He pulled my plate over and began to eat the rest of my steak. “Yeah. Write if you get work.”

I walked back to my apartment, taking care that my cowboy boots didn’t send me flying as I navigated the slush-choked sidewalk. I’d taken the
Stern
payment and had the boots resoled, but they still weren’t shit in bad weather. The rest of the money had gone to cover unpaid bills, plus a small retainer set aside for Ken Wilburn so I could hang on to my place for another year or two.

And that was it. I’d already gotten fired from my longtime job at the Strand Bookstore, no great loss save for the five-finger discount I’d exercised over the years, building up a small library of expensive photography books. Even that was a victim to changing times, as store security had amped up to TSA levels, with metal detectors and bag checks before you set a foot on the floor.

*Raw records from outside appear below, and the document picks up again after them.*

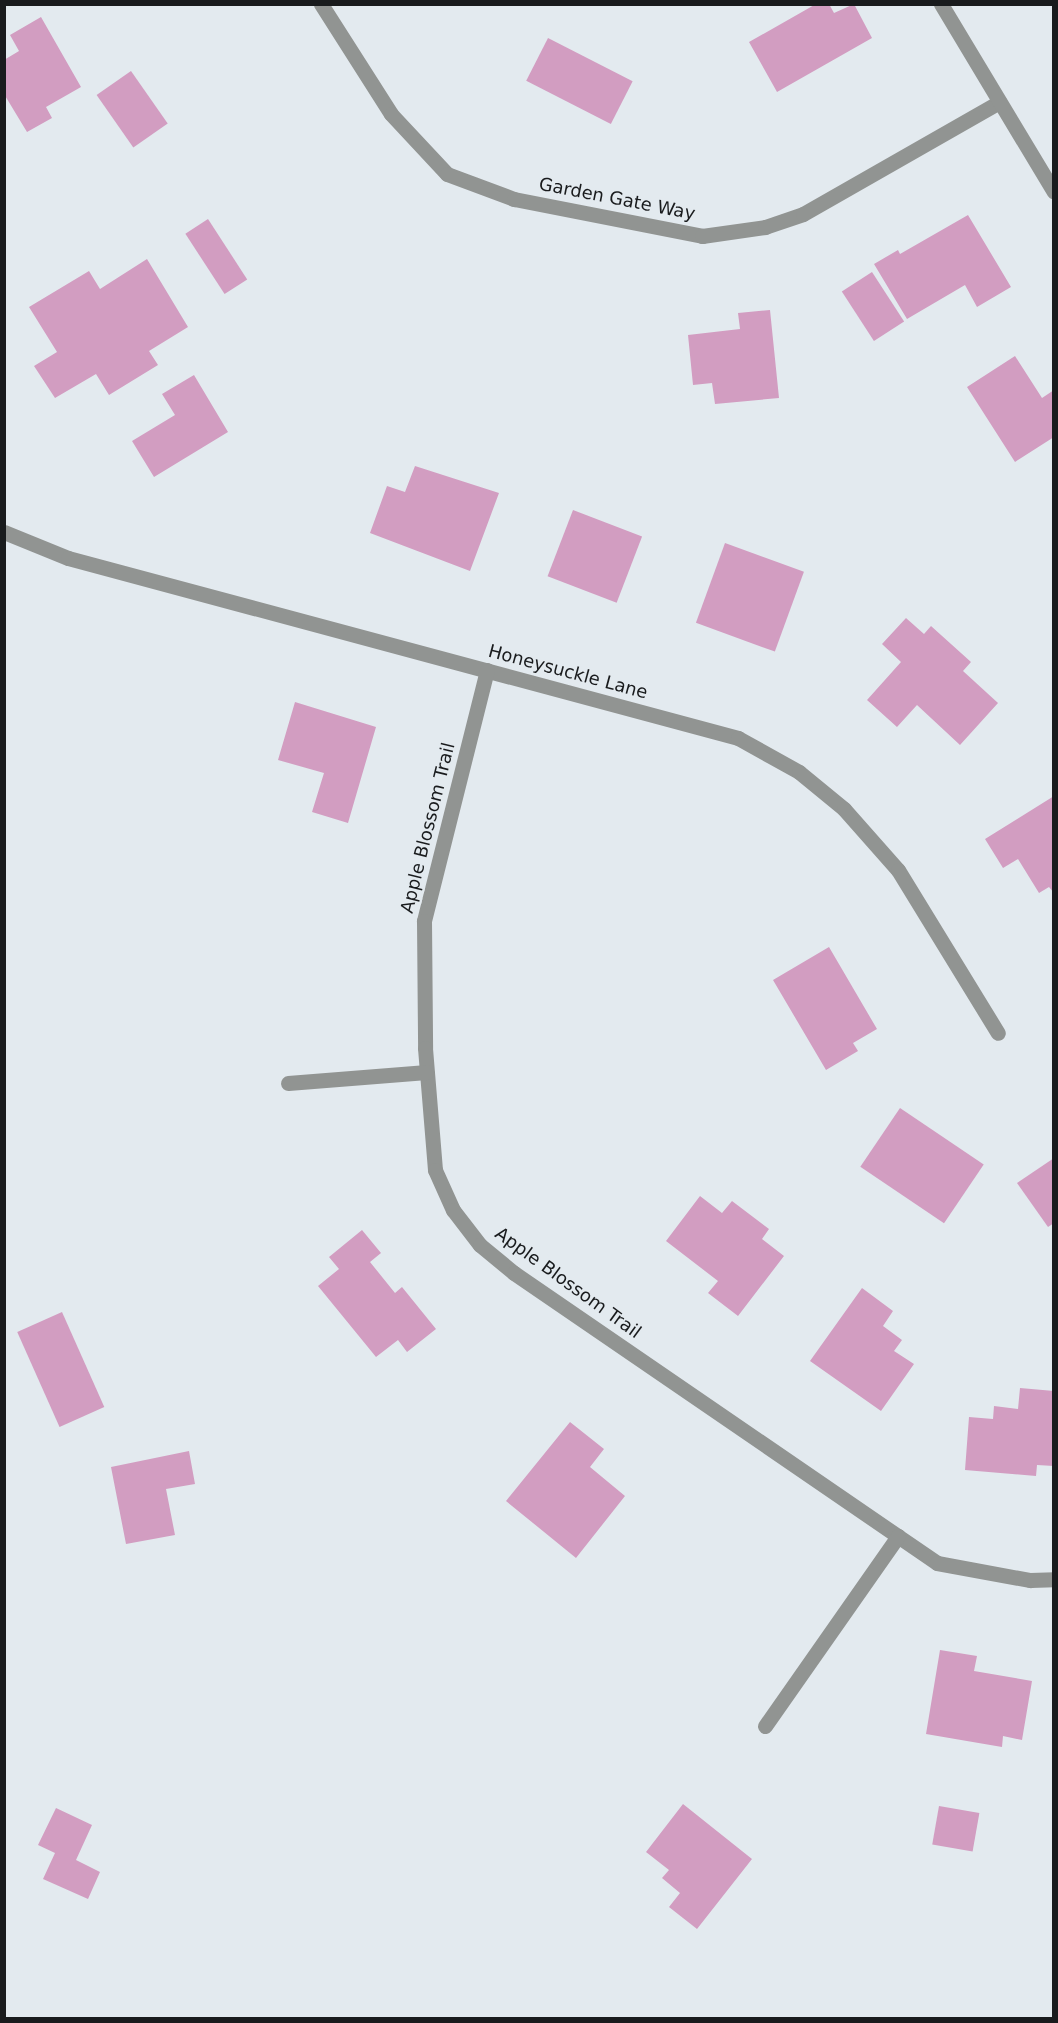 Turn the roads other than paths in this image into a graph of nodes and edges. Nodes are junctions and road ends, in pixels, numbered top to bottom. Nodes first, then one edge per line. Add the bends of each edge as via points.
1 (321, 4) edge
2 (941, 4) edge
3 (999, 102) junction
4 (1053, 192) edge
5 (4, 532) edge
6 (487, 670) junction
7 (998, 1033) dead end
8 (427, 1072) junction
9 (288, 1083) dead end
10 (898, 1536) junction
11 (1053, 1579) edge
12 (765, 1726) dead end

1 - 3 street, Garden Gate Way via 391,114 447,174 514,199 702,236 765,227 802,214
2 - 3 street
3 - 4 street
5 - 6 street, Honeysuckle Lane via 68,558
6 - 7 street, Honeysuckle Lane via 738,738 799,772 844,809 898,870
6 - 8 street, Apple Blossom Trail via 424,921
8 - 9 street
8 - 10 street, Apple Blossom Trail via 435,1170 453,1209 480,1245 514,1273
10 - 11 street, Apple Blossom Trail via 937,1563 1030,1580
10 - 12 street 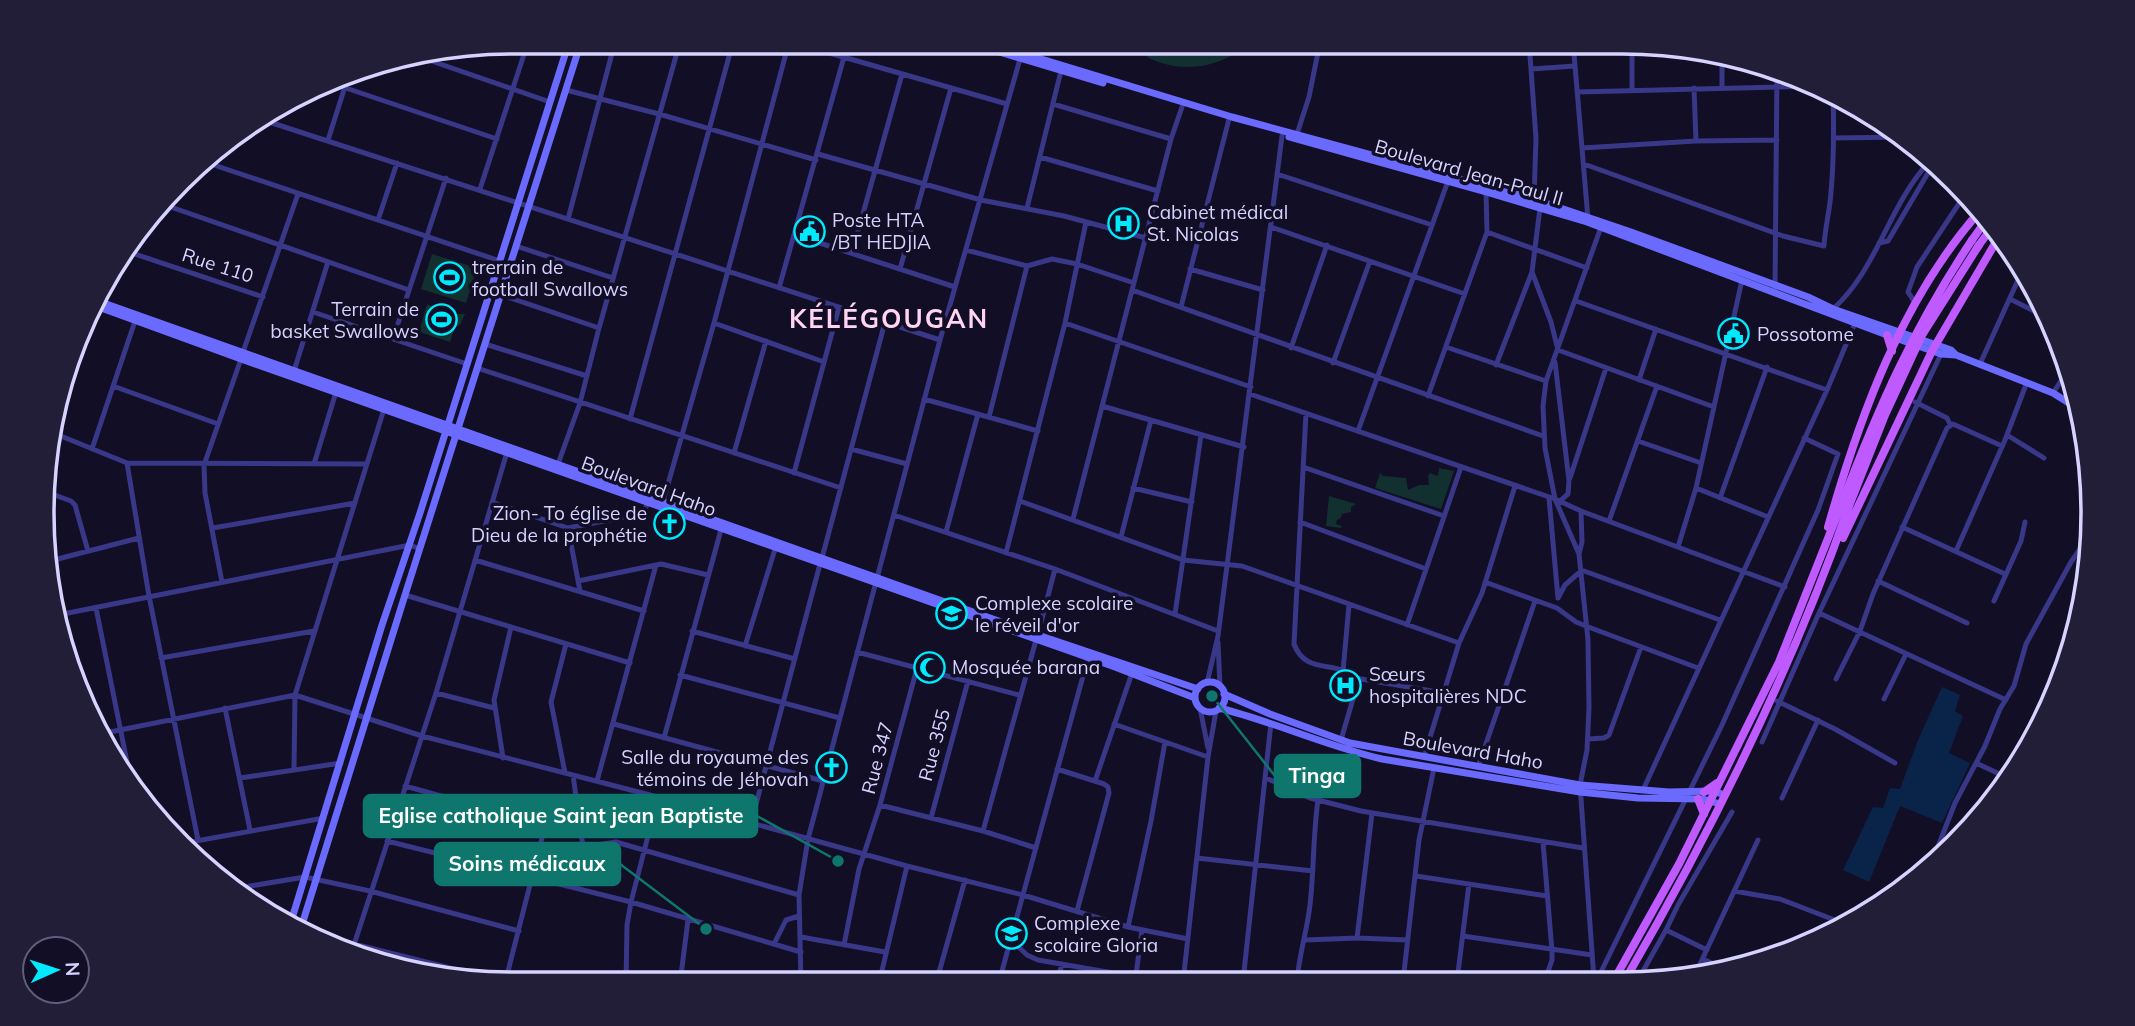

But being broke wasn’t really the worst thing. I’d spent most of my adult life as a burned-out underachiever, working in the Strand’s stockroom, drifting from one bed to another. For a few years in my twenties I’d been able to trade on the flash success I’d had with
Dead Girls
, my first and only book of photographs. Everything since then had pretty much been aftermath.

Still, through it all I’d always had the Lower East Side and the shadowy image behind my retinas of what it had once been: that 3:00
A.M.
wasteland I’d fallen in love with when I was eighteen, shattered syringes and blood on the lip of a broken bottle, guitars and drunken laughter echoing through an alley where kids nodded out while I shot their pictures. The way something was always moving at the corner of my eye; the way the city was always moving, morphing into something new and terrible and beautiful.

The terror I knew on a first-name basis. On my twenty-third birthday I was raped outside CBGB. The scars are so old, as the song goes, now part of a faded tattoo I got on my lower abdomen to hide the bloody scrawl left by a zip knife. But even so, I could still sometimes find the silver-nitrate city inside the real one, if the light was right and I’d had enough to drink, scored enough amphetamine to make my heart keep pace with the strobe of my camera’s flash.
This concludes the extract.